However, at higher temperatures where plastic flow is easier, the debonding of the inclusions from the matrix can create a prime source of voids which provides the basis for strain-controlled microvoid coalescence fracture to occur. However, the ductility of steels would be much larger than is typically measured if these microvoids, created around the few inclusions, where simply allowed to simply grow until they impinge to create a total fracture. What happens is that at some stage in their growth, the material between the microvoids can "neck" through a plastic instability which generally involves strain localization along a shear band created by cracks in the smaller carbides linking up - this is generally termed "void sheet coalescence" - and can severely limit the tensile ductility of the steel. For this reason, steels with higher strain hardening tend to delay this instability and can display higher ductility and toughness (in the ductile fracture regime).
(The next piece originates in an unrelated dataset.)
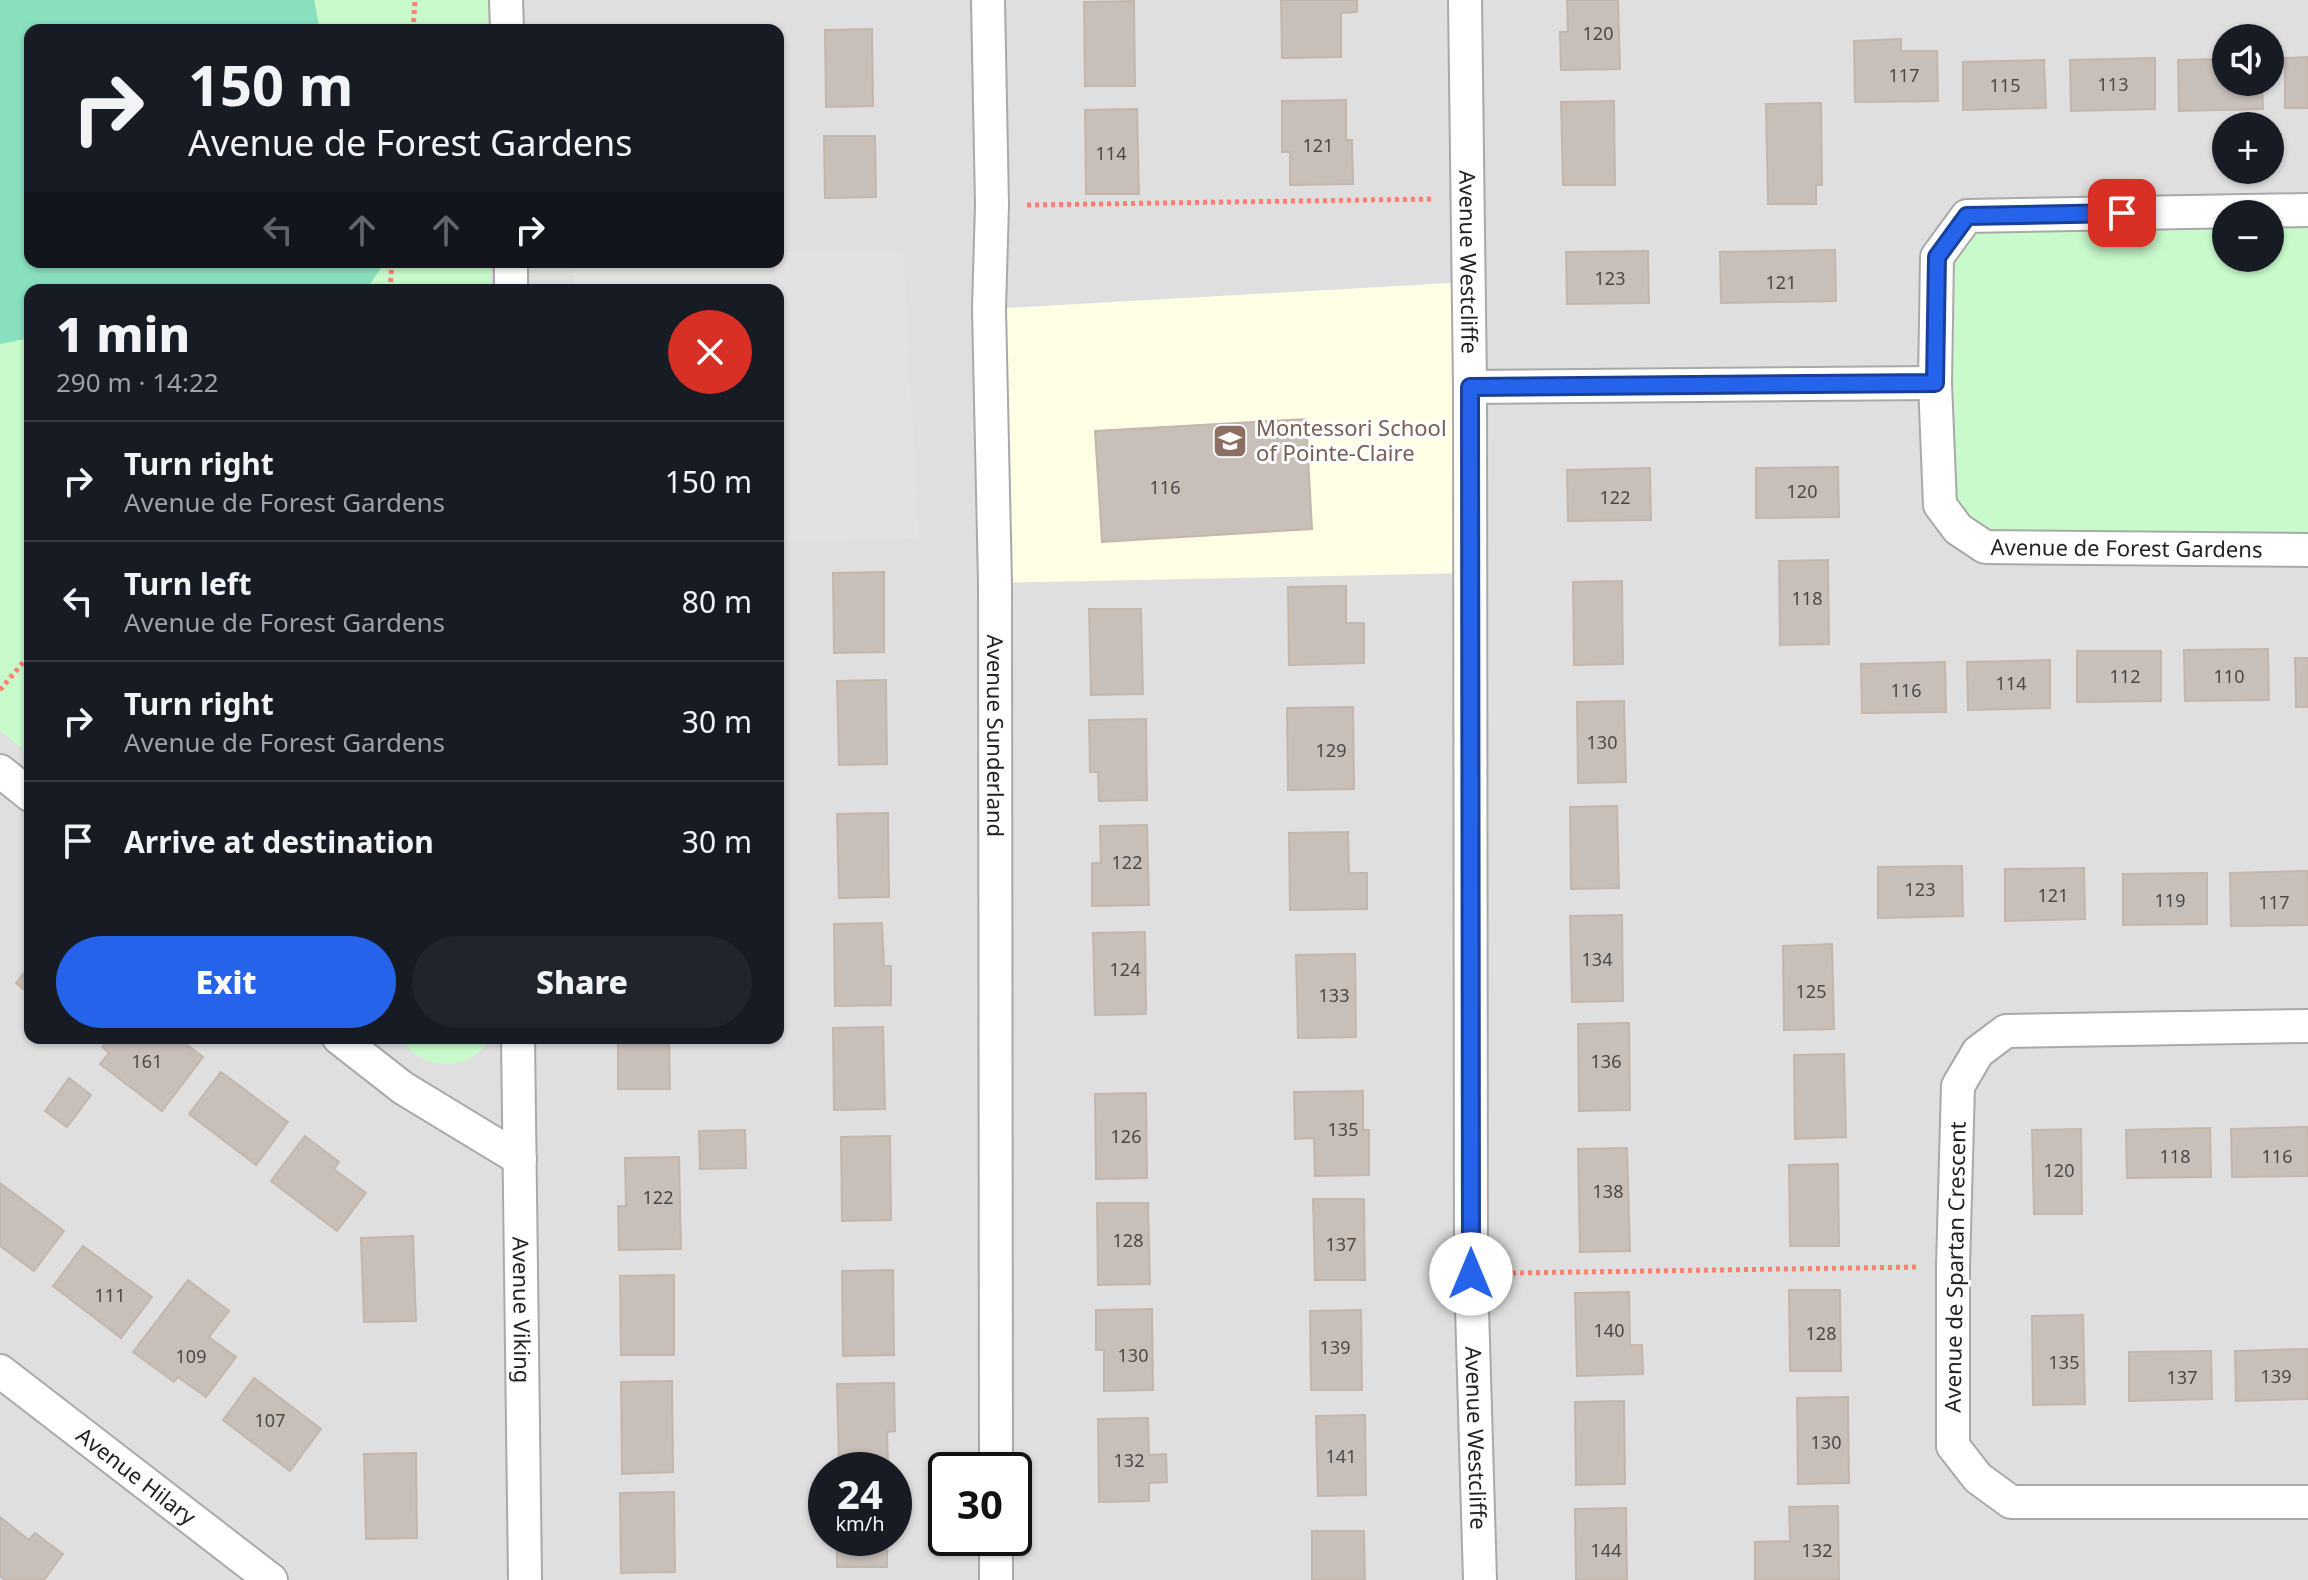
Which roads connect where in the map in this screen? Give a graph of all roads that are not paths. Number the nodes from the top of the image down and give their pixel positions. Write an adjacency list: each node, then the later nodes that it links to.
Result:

The bottom line here is that carbides and inclusions are both involved in ductile and brittle fracture, but the carbides are more numerous and tend to crack whereas the smaller volume fraction of inclusions are more likely to debond to form microvoids.
ROR
Professor Ritchie:
I have some confusions about your statement(Oct 27, 2016): “What this means is that many nucleated cracks in particles or grains may not be severe enough to result in catastrophic fracture - they blunt out and play no further role in the process of fracture. It just takes one (or perhaps a small number of) critical cracks in these features to set off catastrophic fracture. “
My confusion: For propagation controlled fracture, the critical crack can also readily form and must await the stress increasing high enough to propagate . In the waiting period, the critical crack will blunt and be “exhausted” , especially when the global stress exceed yielding strength.
Dr. Hou:
Specifically, many cracks can form, in either carbides or grains (depending upon the temperature range), which are not large enough to propagate catastrophically to result in overall brittle fracture. Often these blunt out - they become "exhausted" in Morris Cohen language, and play no further role in the overall fracture process. The largest such microcrack, or the one with sufficient velocity, to exceed the (local) critical crack size to "escape" the particle or the grain, is the one that provides the "weakest link" for overall fracture. If one looks at the microstructure, it is only a small fraction of the carbides (or at somewhat higher temperatures, the ferrite grains) that are active participants in this fracture process.
ROR
The "conflict" between strength and ductility primarily arises from the fact that the principal mechanism contributing to ductility and (intrinsic) toughness is plasticity - it, of course, acts to blunt cracks through the creation of a plastic zone at the crack tip and the plastic work associated with the motion of, for example, dislocations expends significant energy - whereas high strength is invariably accompanied primarily by lower degrees of plasticity. That's the general problem with most classes of materials but there are ways to nominally "defeat" this conflict (see Ritchie "Conflicts between strength and toughness, Nature Materials 10 (2011) 817). One means is to induce extrinsic toughening in the wake of the crack tip, through for example, crack bridging, which in many instances does not necessarily involve plasticity. With extrinsic toughening, there is no conflict between strength and toughness. Nature does this effectively with its materials, creating both mechanisms of intrinsic and extrinsic toughening. Another means, which can be very effective for metallic alloys, is to create mechanisms of continuous strain hardening, which naturally elevate the strength but at the same time suppress necking (tensile instabilities) which can dramatically increase the ductility. Indeed, this is the basis of the damage tolerance of austenitic stainless steels, CrCoNi-based high-entropy alloys, and TWIP- and TRIP-steels.
ROR
Dr. Hou:
The term γ_p is the plastic work term in the modified Griffith equation and as such is a measure of the intrinsic toughness, i.e., the work involved in fracture. The relationship between γ_p value and ductility is thus the relationship between toughness and ductility; it is one major component of the toughness along with the strength.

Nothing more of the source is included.